▸ **Task**: Give back exactly the line containing "thumb mcp: (75, 529)" and all that follow it in the data below, with the pictures left out.

▸ **Data to use**:
|---|

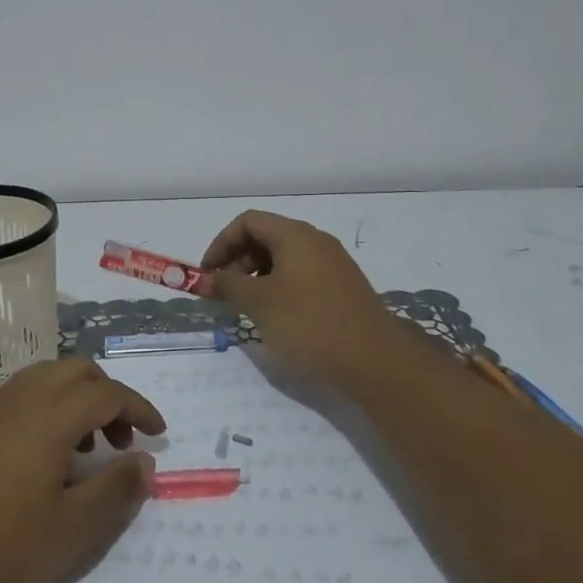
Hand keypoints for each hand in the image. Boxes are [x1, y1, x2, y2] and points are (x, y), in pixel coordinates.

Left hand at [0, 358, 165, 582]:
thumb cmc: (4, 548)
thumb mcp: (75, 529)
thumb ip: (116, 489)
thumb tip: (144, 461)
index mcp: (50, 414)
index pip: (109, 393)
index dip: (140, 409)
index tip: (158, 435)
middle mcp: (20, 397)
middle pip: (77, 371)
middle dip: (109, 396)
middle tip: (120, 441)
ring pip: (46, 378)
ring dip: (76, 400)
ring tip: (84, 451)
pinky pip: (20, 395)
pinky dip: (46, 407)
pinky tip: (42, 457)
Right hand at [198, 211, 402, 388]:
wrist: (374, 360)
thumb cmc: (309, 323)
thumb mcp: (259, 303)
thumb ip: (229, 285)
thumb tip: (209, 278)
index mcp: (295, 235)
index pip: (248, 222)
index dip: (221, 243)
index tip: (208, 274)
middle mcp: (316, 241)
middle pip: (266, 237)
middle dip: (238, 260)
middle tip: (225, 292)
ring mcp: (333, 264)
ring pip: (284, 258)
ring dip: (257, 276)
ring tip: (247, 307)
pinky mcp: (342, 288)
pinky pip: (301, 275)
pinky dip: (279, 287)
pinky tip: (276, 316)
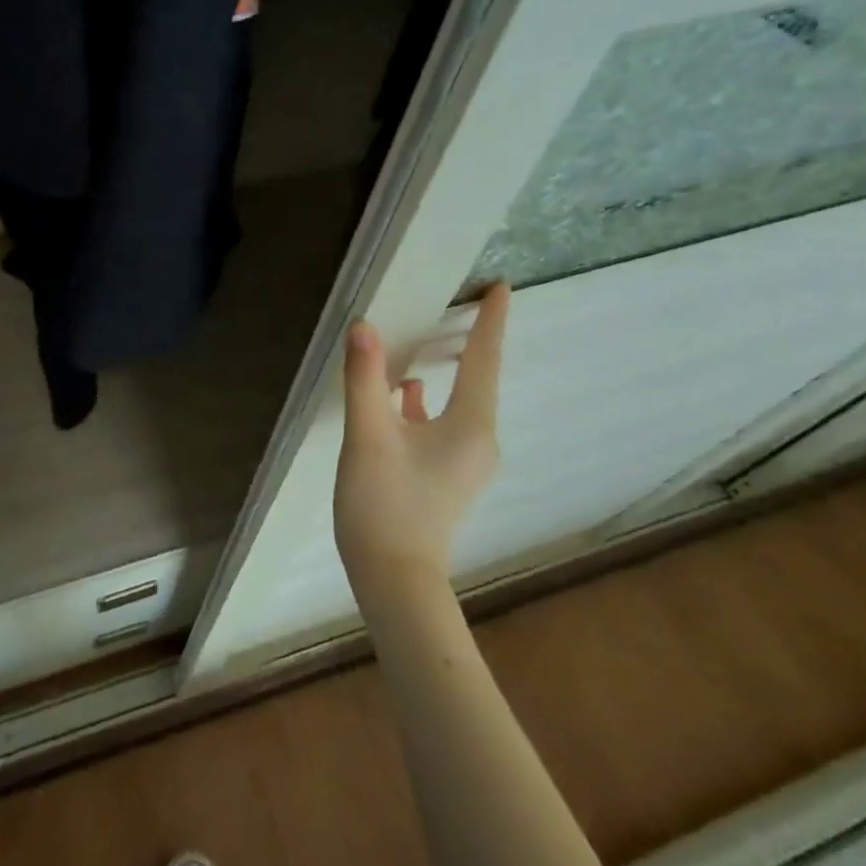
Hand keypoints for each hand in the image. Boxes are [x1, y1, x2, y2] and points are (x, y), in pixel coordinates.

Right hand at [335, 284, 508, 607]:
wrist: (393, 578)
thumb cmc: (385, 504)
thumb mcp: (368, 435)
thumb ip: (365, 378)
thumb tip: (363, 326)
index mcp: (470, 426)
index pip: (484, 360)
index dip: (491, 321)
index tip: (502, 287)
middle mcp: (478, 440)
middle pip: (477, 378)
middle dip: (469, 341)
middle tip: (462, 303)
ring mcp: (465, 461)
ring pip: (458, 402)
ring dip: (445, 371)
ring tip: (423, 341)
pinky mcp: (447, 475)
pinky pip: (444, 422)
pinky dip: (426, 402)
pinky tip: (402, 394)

|---|

▸ **Result**:
thumb mcp: (75, 529)
thumb ip: (116, 489)
thumb tip: (144, 461)
index mcp: (50, 414)
index pip: (109, 393)
index dip: (140, 409)
index tip: (158, 435)
middle mcp: (20, 397)
middle pip: (77, 371)
middle dip: (109, 396)
middle tip: (120, 441)
ring pip: (46, 378)
ring dip: (76, 400)
ring tip: (84, 451)
pinky pip: (20, 395)
pinky dip: (46, 407)
pinky tip: (42, 457)
Right hand at [198, 211, 402, 388]:
wrist: (374, 360)
thumb cmc: (309, 323)
thumb mcp: (259, 303)
thumb ip: (229, 285)
thumb tip: (209, 278)
index mcp: (295, 235)
index pip: (248, 222)
index dip: (221, 243)
index tip: (208, 274)
middle mcp: (316, 241)
middle pip: (266, 237)
middle dip: (238, 260)
middle tip: (225, 292)
ring mcp: (333, 264)
ring pip: (284, 258)
ring dip: (257, 276)
ring tip: (247, 307)
pinky mcp: (342, 288)
pinky pip: (301, 275)
pinky dip: (279, 287)
pinky tip: (276, 316)
Hand keypoints for each hand in the image. Boxes are [x1, y1, x2, y2] and points are (x, y), in pixel coordinates.

Right hand at [335, 284, 508, 607]:
wrist: (393, 578)
thumb cmc: (385, 504)
thumb mcp: (368, 435)
thumb ip: (365, 378)
thumb tip: (363, 326)
index mcp: (470, 426)
index pip: (484, 360)
index dip: (491, 321)
index tip: (502, 287)
middle mcp: (478, 440)
middle pip: (477, 378)
middle dip: (469, 341)
middle tip: (462, 303)
ring mcp: (465, 461)
ring pip: (458, 402)
ring dip: (445, 371)
ring tip: (423, 341)
pinky mcp: (447, 475)
pinky pip: (444, 422)
pinky dip: (426, 402)
pinky tip: (402, 394)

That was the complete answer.